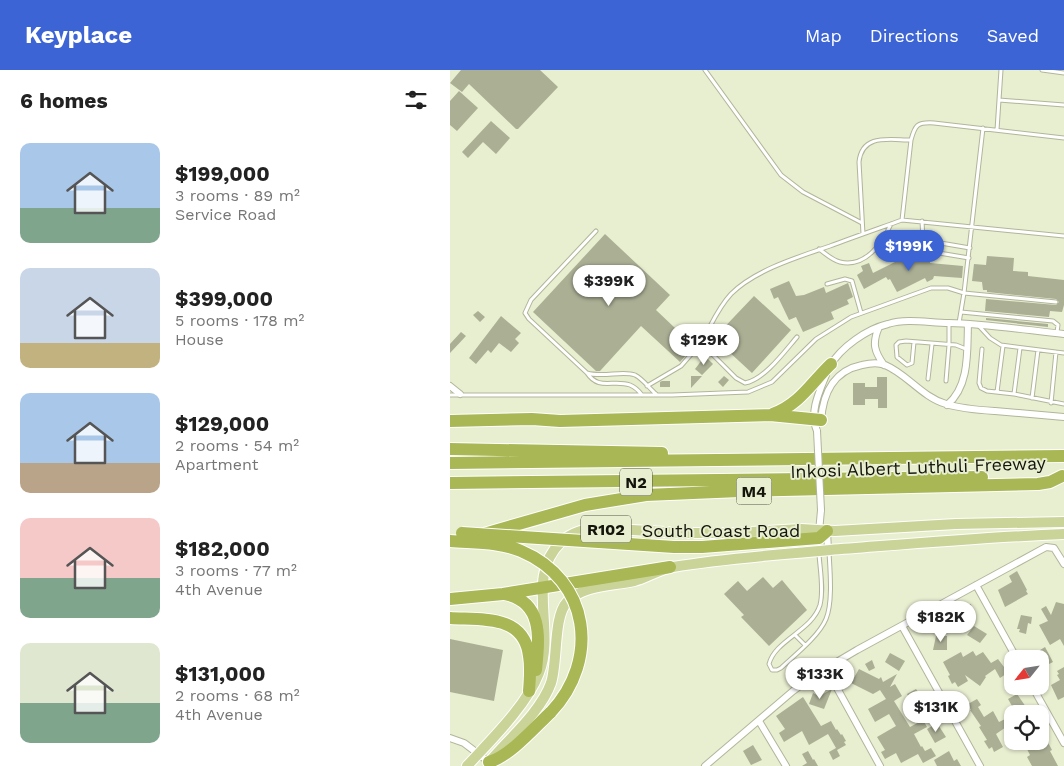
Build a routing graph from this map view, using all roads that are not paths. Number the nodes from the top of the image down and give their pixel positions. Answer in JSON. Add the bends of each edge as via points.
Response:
{"nodes":[{"id":1,"x":705,"y":70,"type":"edge"},
{"id":2,"x":1001,"y":70,"type":"edge"},
{"id":3,"x":1042,"y":70,"type":"edge"},
{"id":4,"x":1064,"y":73,"type":"edge"},
{"id":5,"x":999,"y":100,"type":"junction"},
{"id":6,"x":1064,"y":105,"type":"edge"},
{"id":7,"x":983,"y":128,"type":"junction"},
{"id":8,"x":997,"y":130,"type":"junction"},
{"id":9,"x":1064,"y":138,"type":"edge"},
{"id":10,"x":911,"y":140,"type":"junction"},
{"id":11,"x":902,"y":220,"type":"junction"},
{"id":12,"x":922,"y":221,"type":"junction"},
{"id":13,"x":862,"y":223,"type":"junction"},
{"id":14,"x":891,"y":224,"type":"junction"},
{"id":15,"x":972,"y":227,"type":"junction"},
{"id":16,"x":596,"y":231,"type":"dead end"},
{"id":17,"x":863,"y":234,"type":"junction"},
{"id":18,"x":1064,"y":236,"type":"edge"},
{"id":19,"x":922,"y":240,"type":"junction"},
{"id":20,"x":970,"y":248,"type":"junction"},
{"id":21,"x":819,"y":249,"type":"junction"},
{"id":22,"x":969,"y":258,"type":"junction"},
{"id":23,"x":827,"y":284,"type":"dead end"},
{"id":24,"x":964,"y":293,"type":"junction"},
{"id":25,"x":1056,"y":302,"type":"dead end"},
{"id":26,"x":861,"y":312,"type":"junction"},
{"id":27,"x":960,"y":312,"type":"junction"},
{"id":28,"x":949,"y":323,"type":"junction"},
{"id":29,"x":959,"y":323,"type":"junction"},
{"id":30,"x":968,"y":324,"type":"junction"},
{"id":31,"x":978,"y":325,"type":"junction"},
{"id":32,"x":880,"y":327,"type":"junction"},
{"id":33,"x":1061,"y":333,"type":"edge"},
{"id":34,"x":797,"y":337,"type":"dead end"},
{"id":35,"x":914,"y":342,"type":"junction"},
{"id":36,"x":701,"y":343,"type":"junction"},
{"id":37,"x":932,"y":344,"type":"junction"},
{"id":38,"x":949,"y":345,"type":"junction"},
{"id":39,"x":1003,"y":346,"type":"junction"},
{"id":40,"x":1020,"y":348,"type":"junction"},
{"id":41,"x":966,"y":349,"type":"junction"},
{"id":42,"x":982,"y":349,"type":"dead end"},
{"id":43,"x":1038,"y":350,"type":"junction"},
{"id":44,"x":1056,"y":352,"type":"junction"},
{"id":45,"x":1064,"y":353,"type":"edge"},
{"id":46,"x":831,"y":364,"type":"junction"},
{"id":47,"x":884,"y":365,"type":"junction"},
{"id":48,"x":587,"y":373,"type":"junction"},
{"id":49,"x":928,"y":379,"type":"dead end"},
{"id":50,"x":946,"y":381,"type":"dead end"},
{"id":51,"x":450,"y":386,"type":"edge"},
{"id":52,"x":647,"y":386,"type":"junction"},
{"id":53,"x":997,"y":392,"type":"junction"},
{"id":54,"x":450,"y":394,"type":"edge"},
{"id":55,"x":460,"y":394,"type":"junction"},
{"id":56,"x":1014,"y":394,"type":"junction"},
{"id":57,"x":642,"y":395,"type":"junction"},
{"id":58,"x":656,"y":395,"type":"junction"},
{"id":59,"x":1032,"y":398,"type":"junction"},
{"id":60,"x":1051,"y":403,"type":"junction"},
{"id":61,"x":1064,"y":404,"type":"edge"},
{"id":62,"x":947,"y":405,"type":"junction"},
{"id":63,"x":770,"y":415,"type":"junction"},
{"id":64,"x":1064,"y":417,"type":"edge"},
{"id":65,"x":560,"y":421,"type":"junction"},
{"id":66,"x":450,"y":422,"type":"edge"},
{"id":67,"x":817,"y":424,"type":"junction"},
{"id":68,"x":450,"y":429,"type":"edge"},
{"id":69,"x":450,"y":449,"type":"edge"},
{"id":70,"x":1064,"y":456,"type":"edge"},
{"id":71,"x":709,"y":459,"type":"junction"},
{"id":72,"x":450,"y":463,"type":"edge"},
{"id":73,"x":1063,"y":476,"type":"edge"},
{"id":74,"x":450,"y":483,"type":"edge"},
{"id":75,"x":1064,"y":522,"type":"edge"},
{"id":76,"x":450,"y":532,"type":"edge"},
{"id":77,"x":822,"y":533,"type":"junction"},
{"id":78,"x":1064,"y":534,"type":"edge"},
{"id":79,"x":450,"y":542,"type":"edge"},
{"id":80,"x":824,"y":551,"type":"junction"},
{"id":81,"x":1064,"y":564,"type":"edge"},
{"id":82,"x":670,"y":567,"type":"junction"},
{"id":83,"x":976,"y":585,"type":"junction"},
{"id":84,"x":542,"y":587,"type":"junction"},
{"id":85,"x":503,"y":594,"type":"junction"},
{"id":86,"x":450,"y":598,"type":"edge"},
{"id":87,"x":450,"y":618,"type":"edge"},
{"id":88,"x":902,"y":626,"type":"junction"},
{"id":89,"x":793,"y":636,"type":"junction"},
{"id":90,"x":805,"y":645,"type":"junction"},
{"id":91,"x":1012,"y":650,"type":"edge"},
{"id":92,"x":826,"y":668,"type":"junction"},
{"id":93,"x":532,"y":687,"type":"junction"},
{"id":94,"x":1037,"y":695,"type":"edge"},
{"id":95,"x":759,"y":721,"type":"junction"},
{"id":96,"x":450,"y":738,"type":"edge"},
{"id":97,"x":1064,"y":743,"type":"edge"},
{"id":98,"x":479,"y":753,"type":"junction"},
{"id":99,"x":487,"y":764,"type":"edge"},
{"id":100,"x":467,"y":766,"type":"edge"},
{"id":101,"x":705,"y":766,"type":"edge"},
{"id":102,"x":786,"y":766,"type":"edge"},
{"id":103,"x":880,"y":766,"type":"edge"},
{"id":104,"x":980,"y":766,"type":"edge"}],
"edges":[{"from":1,"to":13,"type":"lane","via":[[781,175],[803,192]]},
{"from":2,"to":5,"type":"lane"},
{"from":3,"to":4,"type":"lane"},
{"from":5,"to":6,"type":"lane"},
{"from":5,"to":8,"type":"lane"},
{"from":7,"to":8,"type":"lane"},
{"from":7,"to":10,"type":"lane","via":[[923,122],[915,128]]},
{"from":7,"to":15,"type":"lane"},
{"from":8,"to":9,"type":"lane"},
{"from":10,"to":11,"type":"lane"},
{"from":10,"to":13,"type":"lane","via":[[880,140],[863,148],[859,162]]},
{"from":11,"to":12,"type":"lane"},
{"from":11,"to":14,"type":"lane"},
{"from":12,"to":15,"type":"lane"},
{"from":12,"to":19,"type":"lane"},
{"from":13,"to":17,"type":"lane"},
{"from":14,"to":17,"type":"lane"},
{"from":14,"to":21,"type":"lane","via":[[873,252],[860,261],[839,262]]},
{"from":15,"to":18,"type":"lane"},
{"from":15,"to":20,"type":"lane"},
{"from":16,"to":48,"type":"lane","via":[[531,300],[525,311],[527,317]]},
{"from":17,"to":21,"type":"lane"},
{"from":19,"to":20,"type":"lane"},
{"from":19,"to":22,"type":"lane","via":[[928,252]]},
{"from":20,"to":22,"type":"lane"},
{"from":21,"to":36,"type":"lane","via":[[782,262],[742,286],[722,305]]},
{"from":22,"to":24,"type":"lane"},
{"from":23,"to":26,"type":"lane","via":[[852,281]]},
{"from":24,"to":25,"type":"lane"},
{"from":24,"to":26,"type":"lane","via":[[948,288],[931,288]]},
{"from":24,"to":27,"type":"lane"},
{"from":26,"to":58,"type":"lane","via":[[816,339],[778,377],[757,389],[739,393]]},
{"from":27,"to":29,"type":"lane"},
{"from":27,"to":33,"type":"lane","via":[[1053,321]]},
{"from":28,"to":29,"type":"street"},
{"from":28,"to":32,"type":"street","via":[[902,321]]},
{"from":28,"to":38,"type":"lane"},
{"from":29,"to":30,"type":"street"},
{"from":30,"to":31,"type":"street"},
{"from":30,"to":41,"type":"street"},
{"from":31,"to":33,"type":"street"},
{"from":31,"to":39,"type":"lane"},
{"from":32,"to":46,"type":"street","via":[[859,338]]},
{"from":32,"to":47,"type":"street","via":[[874,346]]},
{"from":34,"to":36,"type":"lane","via":[[766,371],[745,383],[737,380]]},
{"from":35,"to":35,"type":"lane","via":[[900,341],[896,345],[896,357],[910,365]]},
{"from":35,"to":37,"type":"lane"},
{"from":36,"to":52,"type":"lane","via":[[681,366]]},
{"from":37,"to":38,"type":"lane"},
{"from":37,"to":49,"type":"lane"},
{"from":38,"to":41,"type":"lane"},
{"from":38,"to":50,"type":"lane"},
{"from":39,"to":40,"type":"lane"},
{"from":39,"to":53,"type":"lane"},
{"from":40,"to":43,"type":"lane"},
{"from":40,"to":56,"type":"lane"},
{"from":41,"to":62,"type":"street","via":[[962,386]]},
{"from":42,"to":53,"type":"lane","via":[[979,385],[984,390]]},
{"from":43,"to":44,"type":"lane"},
{"from":43,"to":59,"type":"lane"},
{"from":44,"to":45,"type":"lane"},
{"from":44,"to":60,"type":"lane"},
{"from":46,"to":63,"type":"highway","via":[[795,403]]},
{"from":46,"to":67,"type":"street","via":[[819,392]]},
{"from":47,"to":62,"type":"street"},
{"from":47,"to":67,"type":"street","via":[[869,363],[839,375],[825,395]]},
{"from":48,"to":52,"type":"lane","via":[[602,376],[632,374]]},
{"from":48,"to":57,"type":"lane","via":[[595,382],[631,385]]},
{"from":51,"to":55,"type":"street"},
{"from":52,"to":58,"type":"lane"},
{"from":53,"to":56,"type":"lane"},
{"from":54,"to":55,"type":"lane"},
{"from":55,"to":57,"type":"lane"},
{"from":56,"to":59,"type":"lane"},
{"from":57,"to":58,"type":"lane"},
{"from":59,"to":60,"type":"lane"},
{"from":60,"to":61,"type":"lane"},
{"from":62,"to":64,"type":"street"},
{"from":63,"to":65,"type":"highway"},
{"from":63,"to":67,"type":"highway"},
{"from":65,"to":66,"type":"highway"},
{"from":65,"to":68,"type":"highway"},
{"from":67,"to":77,"type":"street","bridge":true},
{"from":69,"to":71,"type":"highway","via":[[650,451]]},
{"from":70,"to":71,"type":"highway","number":"N2"},
{"from":71,"to":72,"type":"highway","number":"N2"},
{"from":73,"to":74,"type":"highway","number":"N2"},
{"from":73,"to":79,"type":"highway","name":"Inkosi Albert Luthuli Freeway","number":"M4","via":[[1038,484],[646,495],[585,505]]},
{"from":75,"to":77,"type":"main road","name":"South Coast Road","number":"R102"},
{"from":76,"to":77,"type":"highway","bridge":true,"via":[[674,547],[735,545]]},
{"from":77,"to":80,"type":"street"},
{"from":77,"to":80,"type":"street"},
{"from":77,"to":84,"type":"main road","name":"South Coast Road","number":"R102","via":[[801,529],[682,533],[589,528],[569,536],[555,548],[545,565]]},
{"from":78,"to":80,"type":"main road","name":"South Coast Road"},
{"from":79,"to":99,"type":"highway","bridge":true,"via":[[505,546],[547,566],[568,591],[580,623],[581,656],[571,685],[551,712],[512,748]]},
{"from":80,"to":82,"type":"main road","name":"South Coast Road"},
{"from":80,"to":89,"type":"lane","via":[[819,608],[815,616]]},
{"from":80,"to":90,"type":"lane","via":[[830,586],[828,614]]},
{"from":81,"to":83,"type":"street","via":[[1054,548],[1046,547]]},
{"from":82,"to":84,"type":"highway"},
{"from":82,"to":99,"type":"main road","name":"South Coast Road","via":[[636,580],[581,592],[566,603],[560,615],[556,664],[543,700]]},
{"from":83,"to":88,"type":"street"},
{"from":83,"to":91,"type":"street"},
{"from":84,"to":85,"type":"highway"},
{"from":84,"to":93,"type":"main road","name":"South Coast Road","number":"R102","via":[[544,652]]},
{"from":85,"to":86,"type":"highway"},
{"from":85,"to":93,"type":"highway","via":[[523,601],[535,617],[538,640]]},
{"from":87,"to":93,"type":"highway","via":[[501,622],[518,631],[524,638],[529,655]]},
{"from":88,"to":92,"type":"street"},
{"from":88,"to":104,"type":"street"},
{"from":89,"to":90,"type":"lane"},
{"from":89,"to":90,"type":"lane","via":[[773,655],[770,668],[779,669]]},
{"from":92,"to":95,"type":"street"},
{"from":92,"to":103,"type":"street"},
{"from":93,"to":98,"type":"main road","name":"South Coast Road","number":"R102"},
{"from":94,"to":97,"type":"street"},
{"from":95,"to":101,"type":"street"},
{"from":95,"to":102,"type":"street"},
{"from":96,"to":98,"type":"street"},
{"from":98,"to":99,"type":"street"},
{"from":98,"to":100,"type":"main road","name":"South Coast Road","number":"R102"}]}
----------------
## TASK
Among the records, find every line holding the word "South" and copy it.

## EXPECTED OUTPUT
{"from":75,"to":77,"type":"main road","name":"South Coast Road","number":"R102"},
{"from":77,"to":84,"type":"main road","name":"South Coast Road","number":"R102","via":[[801,529],[682,533],[589,528],[569,536],[555,548],[545,565]]},
{"from":78,"to":80,"type":"main road","name":"South Coast Road"},
{"from":80,"to":82,"type":"main road","name":"South Coast Road"},
{"from":82,"to":99,"type":"main road","name":"South Coast Road","via":[[636,580],[581,592],[566,603],[560,615],[556,664],[543,700]]},
{"from":84,"to":93,"type":"main road","name":"South Coast Road","number":"R102","via":[[544,652]]},
{"from":93,"to":98,"type":"main road","name":"South Coast Road","number":"R102"},
{"from":98,"to":100,"type":"main road","name":"South Coast Road","number":"R102"}]}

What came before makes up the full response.